The evolutionary science behind attraction to beauty in nature.

Photo by Andrea Marie Tan
Photo by Andrea Marie Tan

From romantic dates to photographic opportunities, sunsets are a universal and daily phenomenon that bring joy to many people. While humans may deeply appreciate the beauty of a colourful sky, no other animals appear to admire the sunset in quite the same way. So are humans just an irrational mob of hopeless-romantic, beauty-seeking creatures? According to the science of evolution, not quite! Here are some of the hypotheses that suggest a possible reason for why we watch sunsets.


One of the key aspects of survival is perceiving the world around us. By appreciating scenes that are aesthetically pleasing, overall perception becomes improved and further developed. When we are young, humans learn to perceive by looking at things that bring joy and happiness (aka NOT Canvas or the finances section of the SSC). Continuing to advance perception by finding beauty in nature may be an innate mechanism used to increase fitness of humans.


Good weather is evolutionarily rewarding because it coincides with an easier existence. Simply put, finding a date in -30 degree weather accompanied with 10 feet of snow is significantly harder than on a sunny, 30 degree day at the beach (there’s a reason Bachelor in Paradise is filmed in a tropical oasis and not Antarctica). When we look at the sunset and remember the classic saying, “red sky at night, sailors’ delight,” it is associated with high pressure systems that correlate with good weather. We may have a genetic weather-forecasting mechanism that causes us to feel a sense of calm during beautiful sunsets.

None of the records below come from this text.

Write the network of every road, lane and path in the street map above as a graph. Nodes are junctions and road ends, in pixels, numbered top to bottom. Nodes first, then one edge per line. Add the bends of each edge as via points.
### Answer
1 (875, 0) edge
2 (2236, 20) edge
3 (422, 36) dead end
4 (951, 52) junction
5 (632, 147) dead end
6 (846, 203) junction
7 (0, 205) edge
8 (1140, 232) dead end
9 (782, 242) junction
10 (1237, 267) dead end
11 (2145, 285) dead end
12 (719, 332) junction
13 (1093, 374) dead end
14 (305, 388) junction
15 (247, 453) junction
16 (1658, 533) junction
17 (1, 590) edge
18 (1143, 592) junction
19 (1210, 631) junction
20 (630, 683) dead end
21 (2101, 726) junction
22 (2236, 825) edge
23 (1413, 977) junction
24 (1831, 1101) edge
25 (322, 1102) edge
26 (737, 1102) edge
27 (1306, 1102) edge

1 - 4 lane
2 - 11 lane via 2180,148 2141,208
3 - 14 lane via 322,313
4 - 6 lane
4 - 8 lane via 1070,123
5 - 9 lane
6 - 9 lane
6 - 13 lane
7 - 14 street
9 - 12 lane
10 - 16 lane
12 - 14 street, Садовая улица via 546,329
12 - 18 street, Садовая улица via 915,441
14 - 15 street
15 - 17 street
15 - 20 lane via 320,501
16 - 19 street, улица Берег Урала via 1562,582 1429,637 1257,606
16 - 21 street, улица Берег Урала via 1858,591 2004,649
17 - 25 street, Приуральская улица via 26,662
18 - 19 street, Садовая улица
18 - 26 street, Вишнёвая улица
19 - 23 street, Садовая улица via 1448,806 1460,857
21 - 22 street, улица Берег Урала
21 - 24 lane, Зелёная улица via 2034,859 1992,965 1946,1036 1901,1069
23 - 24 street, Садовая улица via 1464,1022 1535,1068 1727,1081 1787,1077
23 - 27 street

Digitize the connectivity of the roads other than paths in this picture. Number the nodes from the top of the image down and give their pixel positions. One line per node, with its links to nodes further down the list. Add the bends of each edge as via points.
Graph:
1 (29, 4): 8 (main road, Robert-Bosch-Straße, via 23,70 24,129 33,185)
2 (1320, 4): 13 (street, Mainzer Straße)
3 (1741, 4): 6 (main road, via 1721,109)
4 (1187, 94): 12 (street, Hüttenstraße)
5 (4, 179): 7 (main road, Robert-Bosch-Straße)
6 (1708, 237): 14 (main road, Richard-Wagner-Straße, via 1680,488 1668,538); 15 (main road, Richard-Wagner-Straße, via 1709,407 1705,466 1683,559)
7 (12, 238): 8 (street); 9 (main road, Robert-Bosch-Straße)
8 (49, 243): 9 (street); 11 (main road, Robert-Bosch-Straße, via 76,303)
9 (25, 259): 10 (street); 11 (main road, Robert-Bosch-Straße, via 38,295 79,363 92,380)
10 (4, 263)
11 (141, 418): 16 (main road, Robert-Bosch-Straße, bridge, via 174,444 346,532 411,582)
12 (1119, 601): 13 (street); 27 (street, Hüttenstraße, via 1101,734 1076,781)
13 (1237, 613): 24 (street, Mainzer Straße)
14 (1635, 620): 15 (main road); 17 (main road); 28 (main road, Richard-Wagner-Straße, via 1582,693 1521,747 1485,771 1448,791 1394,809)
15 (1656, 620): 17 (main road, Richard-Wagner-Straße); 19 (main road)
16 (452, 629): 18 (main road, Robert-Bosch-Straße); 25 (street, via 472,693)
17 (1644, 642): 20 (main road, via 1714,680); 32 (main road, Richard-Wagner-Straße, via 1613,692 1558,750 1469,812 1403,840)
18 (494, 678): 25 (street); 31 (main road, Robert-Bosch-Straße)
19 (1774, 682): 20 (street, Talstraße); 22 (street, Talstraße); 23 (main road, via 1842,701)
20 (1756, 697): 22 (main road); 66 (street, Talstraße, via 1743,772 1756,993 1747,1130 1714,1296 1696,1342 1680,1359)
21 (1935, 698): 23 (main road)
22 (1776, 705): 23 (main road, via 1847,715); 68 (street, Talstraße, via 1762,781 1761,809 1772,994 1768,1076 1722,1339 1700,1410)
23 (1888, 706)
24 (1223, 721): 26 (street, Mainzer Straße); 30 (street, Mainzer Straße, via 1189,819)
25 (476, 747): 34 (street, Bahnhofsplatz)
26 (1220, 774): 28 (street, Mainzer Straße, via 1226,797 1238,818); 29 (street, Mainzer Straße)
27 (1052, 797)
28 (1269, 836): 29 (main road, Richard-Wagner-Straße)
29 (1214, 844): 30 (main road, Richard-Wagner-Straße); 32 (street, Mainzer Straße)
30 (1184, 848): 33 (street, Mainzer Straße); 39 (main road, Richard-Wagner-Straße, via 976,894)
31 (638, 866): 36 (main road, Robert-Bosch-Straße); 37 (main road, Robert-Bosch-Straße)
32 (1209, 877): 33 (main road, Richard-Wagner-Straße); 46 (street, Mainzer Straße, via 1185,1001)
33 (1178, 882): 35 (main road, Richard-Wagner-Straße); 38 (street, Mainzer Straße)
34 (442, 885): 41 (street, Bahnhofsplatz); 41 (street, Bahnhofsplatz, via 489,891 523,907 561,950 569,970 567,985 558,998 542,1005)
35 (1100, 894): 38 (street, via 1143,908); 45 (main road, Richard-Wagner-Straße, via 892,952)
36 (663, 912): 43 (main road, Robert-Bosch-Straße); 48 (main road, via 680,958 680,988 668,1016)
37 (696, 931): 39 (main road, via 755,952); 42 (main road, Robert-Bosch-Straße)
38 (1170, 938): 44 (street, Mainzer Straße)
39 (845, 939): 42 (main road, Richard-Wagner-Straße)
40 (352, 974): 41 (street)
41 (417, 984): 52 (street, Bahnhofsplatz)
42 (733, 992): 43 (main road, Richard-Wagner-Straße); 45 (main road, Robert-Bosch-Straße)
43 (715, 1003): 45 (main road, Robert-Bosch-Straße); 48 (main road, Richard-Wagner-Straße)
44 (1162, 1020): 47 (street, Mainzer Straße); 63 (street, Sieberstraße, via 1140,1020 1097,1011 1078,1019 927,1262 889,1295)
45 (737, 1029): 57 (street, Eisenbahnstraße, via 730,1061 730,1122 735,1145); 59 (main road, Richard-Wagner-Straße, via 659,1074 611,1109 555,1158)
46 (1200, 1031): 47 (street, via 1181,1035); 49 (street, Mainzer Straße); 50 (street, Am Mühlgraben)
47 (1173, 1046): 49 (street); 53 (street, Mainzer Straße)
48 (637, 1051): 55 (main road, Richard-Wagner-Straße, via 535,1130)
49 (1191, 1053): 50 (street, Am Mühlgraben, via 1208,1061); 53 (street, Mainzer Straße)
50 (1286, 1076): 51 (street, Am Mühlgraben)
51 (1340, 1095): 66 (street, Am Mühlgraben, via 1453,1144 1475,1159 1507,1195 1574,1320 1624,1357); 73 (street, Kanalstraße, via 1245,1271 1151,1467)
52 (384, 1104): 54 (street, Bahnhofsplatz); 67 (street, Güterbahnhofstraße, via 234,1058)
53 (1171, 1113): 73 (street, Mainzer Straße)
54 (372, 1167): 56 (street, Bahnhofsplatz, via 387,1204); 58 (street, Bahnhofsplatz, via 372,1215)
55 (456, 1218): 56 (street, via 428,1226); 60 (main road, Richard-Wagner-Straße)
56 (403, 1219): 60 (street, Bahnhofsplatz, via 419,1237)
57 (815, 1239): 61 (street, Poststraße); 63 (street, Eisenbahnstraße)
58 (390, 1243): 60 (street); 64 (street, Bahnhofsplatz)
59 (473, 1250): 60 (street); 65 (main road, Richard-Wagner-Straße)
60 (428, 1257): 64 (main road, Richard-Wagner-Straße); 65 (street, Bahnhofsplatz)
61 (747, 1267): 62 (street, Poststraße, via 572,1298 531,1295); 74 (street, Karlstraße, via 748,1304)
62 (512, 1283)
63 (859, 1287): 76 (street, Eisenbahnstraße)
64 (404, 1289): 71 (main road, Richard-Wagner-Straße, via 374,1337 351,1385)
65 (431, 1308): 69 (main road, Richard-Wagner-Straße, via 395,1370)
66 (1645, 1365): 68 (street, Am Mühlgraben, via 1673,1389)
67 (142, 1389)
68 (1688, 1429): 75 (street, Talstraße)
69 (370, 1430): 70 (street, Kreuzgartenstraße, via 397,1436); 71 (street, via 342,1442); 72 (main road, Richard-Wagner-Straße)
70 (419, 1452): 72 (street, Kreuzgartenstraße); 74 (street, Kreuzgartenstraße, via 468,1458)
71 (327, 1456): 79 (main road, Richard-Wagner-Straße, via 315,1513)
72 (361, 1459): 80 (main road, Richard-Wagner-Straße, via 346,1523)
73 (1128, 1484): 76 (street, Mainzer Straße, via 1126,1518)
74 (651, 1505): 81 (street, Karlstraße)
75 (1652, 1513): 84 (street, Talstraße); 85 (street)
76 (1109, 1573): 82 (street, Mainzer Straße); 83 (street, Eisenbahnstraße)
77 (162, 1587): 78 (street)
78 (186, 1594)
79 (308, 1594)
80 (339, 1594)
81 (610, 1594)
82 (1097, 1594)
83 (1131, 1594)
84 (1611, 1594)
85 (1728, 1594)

Back in the Pleistocene epoch, Homo erectus was first developing a sense of aesthetic appreciation. Since the Apple watch wasn’t invented at that time, sunsets were used as a way of marking when nightfall, the most dangerous time for our human ancestors, would occur. This aesthetic sense hypothesis predicts that humans may seek out sunsets due to leftover evolutionary tendencies. Although nighttime is relatively safe now, our residual draw to sunsets may cause us to notice these brilliant sky displays for a reason besides simple beauty.


Humans are the masters of fire control (except when it comes to summer wildfires in BC that unofficially rename the Okanagan to “Smoke-anagan”). When we first starting controlling fire (somewhere between 230,000 to 1.5 million years ago), the gentle glow of the fire likely made us feel safe and secure. This glow is replicated when our favourite fiery ball tucks behind the mountains and lets the sunset colours take over. It has been suggested that this visual show can mimic the feeling of being around the fire, and thus recreate pleasurable feelings.